* Assigned task *
The answer must be the full listing, reproduced word for word.
====
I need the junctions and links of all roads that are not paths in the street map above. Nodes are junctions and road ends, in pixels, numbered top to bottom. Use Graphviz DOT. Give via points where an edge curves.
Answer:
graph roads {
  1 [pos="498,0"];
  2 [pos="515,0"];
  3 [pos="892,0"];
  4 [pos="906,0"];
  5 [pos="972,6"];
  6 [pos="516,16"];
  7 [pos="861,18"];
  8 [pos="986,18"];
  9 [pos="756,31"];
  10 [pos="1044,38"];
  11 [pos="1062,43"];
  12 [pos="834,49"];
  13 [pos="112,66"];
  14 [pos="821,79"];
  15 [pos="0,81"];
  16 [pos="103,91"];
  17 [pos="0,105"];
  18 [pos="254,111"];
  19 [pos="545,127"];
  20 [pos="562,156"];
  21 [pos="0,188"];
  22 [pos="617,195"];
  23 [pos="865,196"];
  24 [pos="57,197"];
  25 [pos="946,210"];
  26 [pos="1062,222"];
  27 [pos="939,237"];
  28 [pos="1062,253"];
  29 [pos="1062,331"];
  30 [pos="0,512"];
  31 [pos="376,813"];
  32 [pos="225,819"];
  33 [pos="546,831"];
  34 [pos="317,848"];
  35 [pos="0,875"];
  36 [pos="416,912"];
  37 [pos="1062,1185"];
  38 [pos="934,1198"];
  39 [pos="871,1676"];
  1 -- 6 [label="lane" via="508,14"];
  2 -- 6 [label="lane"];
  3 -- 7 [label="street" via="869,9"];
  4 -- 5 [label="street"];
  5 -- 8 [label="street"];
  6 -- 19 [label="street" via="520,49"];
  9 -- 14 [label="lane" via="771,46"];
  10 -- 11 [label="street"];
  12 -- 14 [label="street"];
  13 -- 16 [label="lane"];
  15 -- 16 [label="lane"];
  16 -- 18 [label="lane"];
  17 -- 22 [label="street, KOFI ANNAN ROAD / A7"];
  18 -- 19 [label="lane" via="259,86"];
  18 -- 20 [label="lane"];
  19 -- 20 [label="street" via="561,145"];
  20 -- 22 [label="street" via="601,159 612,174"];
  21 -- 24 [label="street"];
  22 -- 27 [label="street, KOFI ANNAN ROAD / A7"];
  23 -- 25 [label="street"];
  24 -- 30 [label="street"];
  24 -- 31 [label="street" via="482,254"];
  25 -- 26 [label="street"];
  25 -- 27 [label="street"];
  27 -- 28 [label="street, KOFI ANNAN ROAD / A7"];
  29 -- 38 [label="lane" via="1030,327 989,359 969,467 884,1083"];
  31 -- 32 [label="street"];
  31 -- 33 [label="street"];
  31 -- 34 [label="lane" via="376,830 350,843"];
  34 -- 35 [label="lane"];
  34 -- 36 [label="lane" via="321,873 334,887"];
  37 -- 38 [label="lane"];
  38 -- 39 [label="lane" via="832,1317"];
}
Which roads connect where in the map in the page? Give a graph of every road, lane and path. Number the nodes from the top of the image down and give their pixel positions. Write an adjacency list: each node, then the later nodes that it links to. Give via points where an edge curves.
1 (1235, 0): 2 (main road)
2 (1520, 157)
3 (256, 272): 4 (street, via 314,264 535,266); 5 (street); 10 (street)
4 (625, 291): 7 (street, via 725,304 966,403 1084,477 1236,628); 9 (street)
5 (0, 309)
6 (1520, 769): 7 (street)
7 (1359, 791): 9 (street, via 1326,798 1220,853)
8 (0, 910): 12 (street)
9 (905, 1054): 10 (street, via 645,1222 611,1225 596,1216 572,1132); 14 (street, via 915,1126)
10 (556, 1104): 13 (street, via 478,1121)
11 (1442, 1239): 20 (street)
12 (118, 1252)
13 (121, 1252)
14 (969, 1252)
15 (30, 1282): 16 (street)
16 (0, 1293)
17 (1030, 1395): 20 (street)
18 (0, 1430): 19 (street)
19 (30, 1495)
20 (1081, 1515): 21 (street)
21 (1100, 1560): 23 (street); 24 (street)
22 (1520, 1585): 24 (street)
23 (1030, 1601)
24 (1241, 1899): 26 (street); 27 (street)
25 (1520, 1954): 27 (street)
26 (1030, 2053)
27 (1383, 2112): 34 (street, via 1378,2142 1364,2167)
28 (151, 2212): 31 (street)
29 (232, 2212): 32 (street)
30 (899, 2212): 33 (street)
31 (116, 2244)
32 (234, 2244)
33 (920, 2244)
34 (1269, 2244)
====
* Finished task *
I need the junctions and links of all roads that are not paths in the street map above. Nodes are junctions and road ends, in pixels, numbered top to bottom. Use Graphviz DOT. Give via points where an edge curves.
Answer:
graph roads {
  1 [pos="498,0"];
  2 [pos="515,0"];
  3 [pos="892,0"];
  4 [pos="906,0"];
  5 [pos="972,6"];
  6 [pos="516,16"];
  7 [pos="861,18"];
  8 [pos="986,18"];
  9 [pos="756,31"];
  10 [pos="1044,38"];
  11 [pos="1062,43"];
  12 [pos="834,49"];
  13 [pos="112,66"];
  14 [pos="821,79"];
  15 [pos="0,81"];
  16 [pos="103,91"];
  17 [pos="0,105"];
  18 [pos="254,111"];
  19 [pos="545,127"];
  20 [pos="562,156"];
  21 [pos="0,188"];
  22 [pos="617,195"];
  23 [pos="865,196"];
  24 [pos="57,197"];
  25 [pos="946,210"];
  26 [pos="1062,222"];
  27 [pos="939,237"];
  28 [pos="1062,253"];
  29 [pos="1062,331"];
  30 [pos="0,512"];
  31 [pos="376,813"];
  32 [pos="225,819"];
  33 [pos="546,831"];
  34 [pos="317,848"];
  35 [pos="0,875"];
  36 [pos="416,912"];
  37 [pos="1062,1185"];
  38 [pos="934,1198"];
  39 [pos="871,1676"];
  1 -- 6 [label="lane" via="508,14"];
  2 -- 6 [label="lane"];
  3 -- 7 [label="street" via="869,9"];
  4 -- 5 [label="street"];
  5 -- 8 [label="street"];
  6 -- 19 [label="street" via="520,49"];
  9 -- 14 [label="lane" via="771,46"];
  10 -- 11 [label="street"];
  12 -- 14 [label="street"];
  13 -- 16 [label="lane"];
  15 -- 16 [label="lane"];
  16 -- 18 [label="lane"];
  17 -- 22 [label="street, KOFI ANNAN ROAD / A7"];
  18 -- 19 [label="lane" via="259,86"];
  18 -- 20 [label="lane"];
  19 -- 20 [label="street" via="561,145"];
  20 -- 22 [label="street" via="601,159 612,174"];
  21 -- 24 [label="street"];
  22 -- 27 [label="street, KOFI ANNAN ROAD / A7"];
  23 -- 25 [label="street"];
  24 -- 30 [label="street"];
  24 -- 31 [label="street" via="482,254"];
  25 -- 26 [label="street"];
  25 -- 27 [label="street"];
  27 -- 28 [label="street, KOFI ANNAN ROAD / A7"];
  29 -- 38 [label="lane" via="1030,327 989,359 969,467 884,1083"];
  31 -- 32 [label="street"];
  31 -- 33 [label="street"];
  31 -- 34 [label="lane" via="376,830 350,843"];
  34 -- 35 [label="lane"];
  34 -- 36 [label="lane" via="321,873 334,887"];
  37 -- 38 [label="lane"];
  38 -- 39 [label="lane" via="832,1317"];
}
Which roads connect where in the map in the page? Give a graph of every road, lane and path. Number the nodes from the top of the image down and give their pixel positions. Write an adjacency list: each node, then the later nodes that it links to. Give via points where an edge curves.
1 (1235, 0): 2 (main road)
2 (1520, 157)
3 (256, 272): 4 (street, via 314,264 535,266); 5 (street); 10 (street)
4 (625, 291): 7 (street, via 725,304 966,403 1084,477 1236,628); 9 (street)
5 (0, 309)
6 (1520, 769): 7 (street)
7 (1359, 791): 9 (street, via 1326,798 1220,853)
8 (0, 910): 12 (street)
9 (905, 1054): 10 (street, via 645,1222 611,1225 596,1216 572,1132); 14 (street, via 915,1126)
10 (556, 1104): 13 (street, via 478,1121)
11 (1442, 1239): 20 (street)
12 (118, 1252)
13 (121, 1252)
14 (969, 1252)
15 (30, 1282): 16 (street)
16 (0, 1293)
17 (1030, 1395): 20 (street)
18 (0, 1430): 19 (street)
19 (30, 1495)
20 (1081, 1515): 21 (street)
21 (1100, 1560): 23 (street); 24 (street)
22 (1520, 1585): 24 (street)
23 (1030, 1601)
24 (1241, 1899): 26 (street); 27 (street)
25 (1520, 1954): 27 (street)
26 (1030, 2053)
27 (1383, 2112): 34 (street, via 1378,2142 1364,2167)
28 (151, 2212): 31 (street)
29 (232, 2212): 32 (street)
30 (899, 2212): 33 (street)
31 (116, 2244)
32 (234, 2244)
33 (920, 2244)
34 (1269, 2244)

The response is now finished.